(Stored dataset items)
>>>
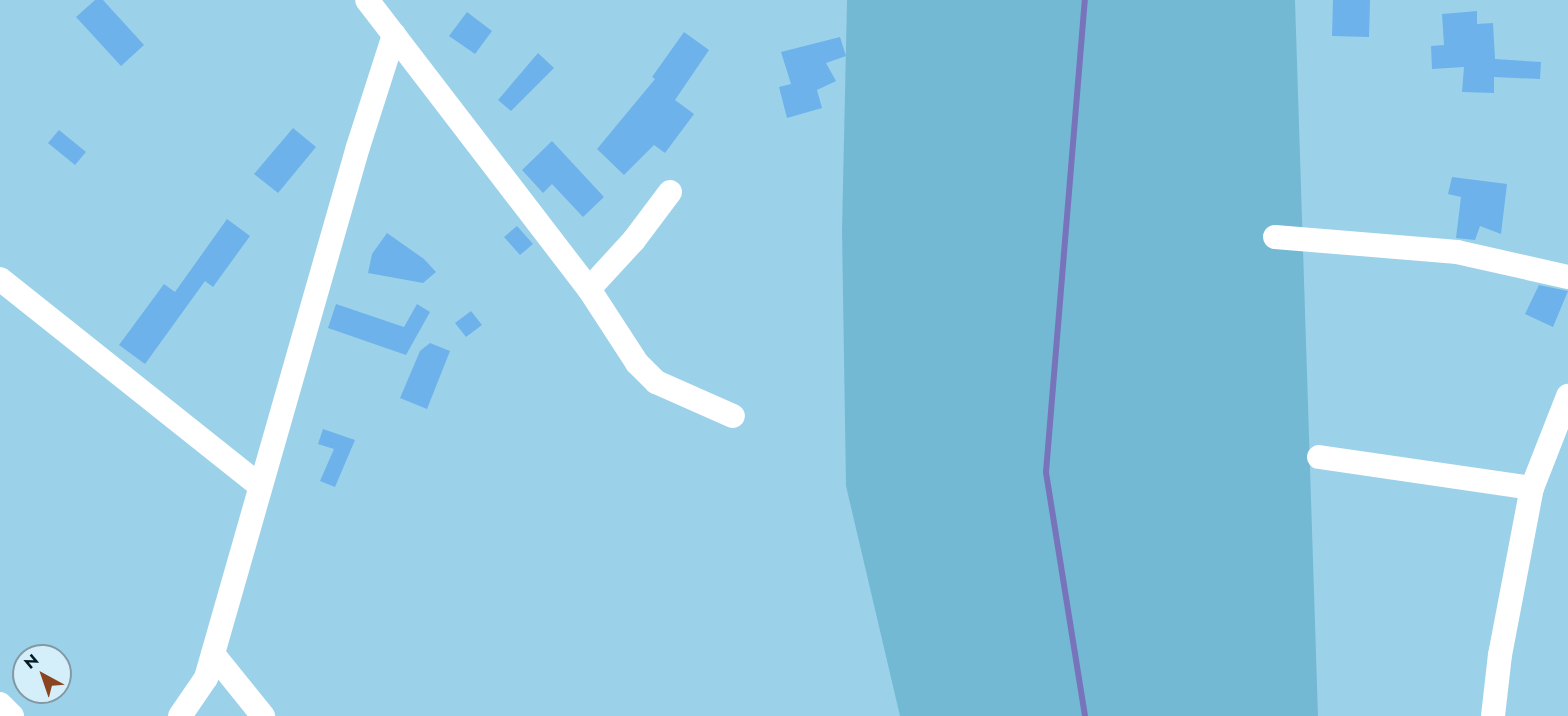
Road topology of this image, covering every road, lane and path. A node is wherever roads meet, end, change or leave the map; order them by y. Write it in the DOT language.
graph roads {
  1 [pos="368,0"];
  2 [pos="394,35"];
  3 [pos="670,192"];
  4 [pos="1275,237"];
  5 [pos="1568,277"];
  6 [pos="0,279"];
  7 [pos="589,289"];
  8 [pos="1568,396"];
  9 [pos="733,416"];
  10 [pos="1319,456"];
  11 [pos="260,485"];
  12 [pos="1532,488"];
  13 [pos="213,654"];
  14 [pos="0,704"];
  15 [pos="12,716"];
  16 [pos="180,716"];
  17 [pos="263,716"];
  18 [pos="1493,716"];
  1 -- 2 [label="street"];
  2 -- 7 [label="street"];
  2 -- 11 [label="street"];
  3 -- 7 [label="street"];
  4 -- 5 [label="street"];
  6 -- 11 [label="street"];
  7 -- 9 [label="street"];
  8 -- 12 [label="street"];
  10 -- 12 [label="street"];
  11 -- 13 [label="street"];
  12 -- 18 [label="street"];
  13 -- 16 [label="street"];
  13 -- 17 [label="street"];
  14 -- 15 [label="street"];
}
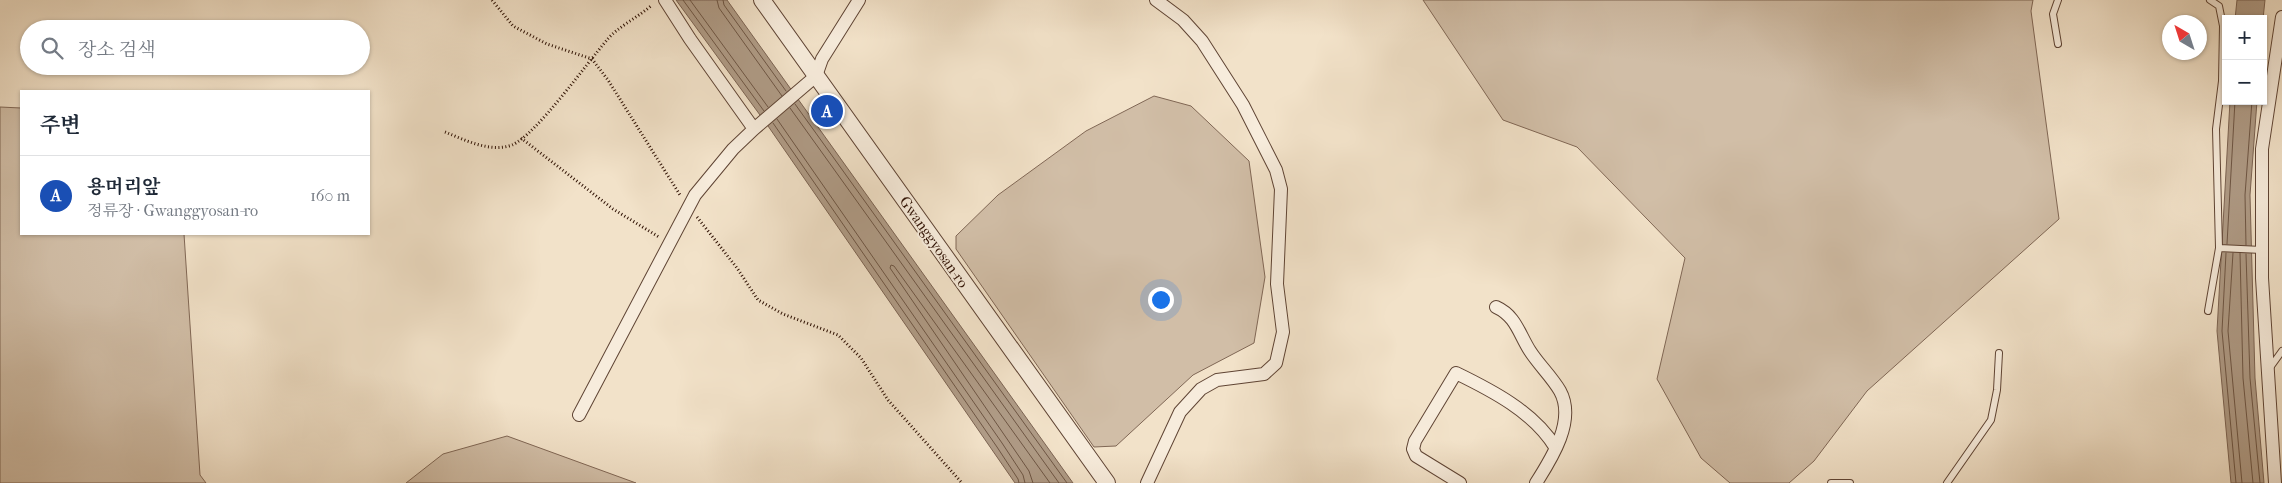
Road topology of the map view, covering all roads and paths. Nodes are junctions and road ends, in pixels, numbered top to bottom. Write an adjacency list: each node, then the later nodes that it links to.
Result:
<<<
What you have to do
The records above are to be reproduced exactly; the pictures are to be left out.

Answer to the exercise
Road topology of this image, covering every road, lane and path. A node is wherever roads meet, end, change or leave the map; order them by y. Write it in the DOT language.
graph roads {
  1 [pos="368,0"];
  2 [pos="394,35"];
  3 [pos="670,192"];
  4 [pos="1275,237"];
  5 [pos="1568,277"];
  6 [pos="0,279"];
  7 [pos="589,289"];
  8 [pos="1568,396"];
  9 [pos="733,416"];
  10 [pos="1319,456"];
  11 [pos="260,485"];
  12 [pos="1532,488"];
  13 [pos="213,654"];
  14 [pos="0,704"];
  15 [pos="12,716"];
  16 [pos="180,716"];
  17 [pos="263,716"];
  18 [pos="1493,716"];
  1 -- 2 [label="street"];
  2 -- 7 [label="street"];
  2 -- 11 [label="street"];
  3 -- 7 [label="street"];
  4 -- 5 [label="street"];
  6 -- 11 [label="street"];
  7 -- 9 [label="street"];
  8 -- 12 [label="street"];
  10 -- 12 [label="street"];
  11 -- 13 [label="street"];
  12 -- 18 [label="street"];
  13 -- 16 [label="street"];
  13 -- 17 [label="street"];
  14 -- 15 [label="street"];
}
Road topology of the map view, covering all roads and paths. Nodes are junctions and road ends, in pixels, numbered top to bottom. Write an adjacency list: each node, then the later nodes that it links to.
Result:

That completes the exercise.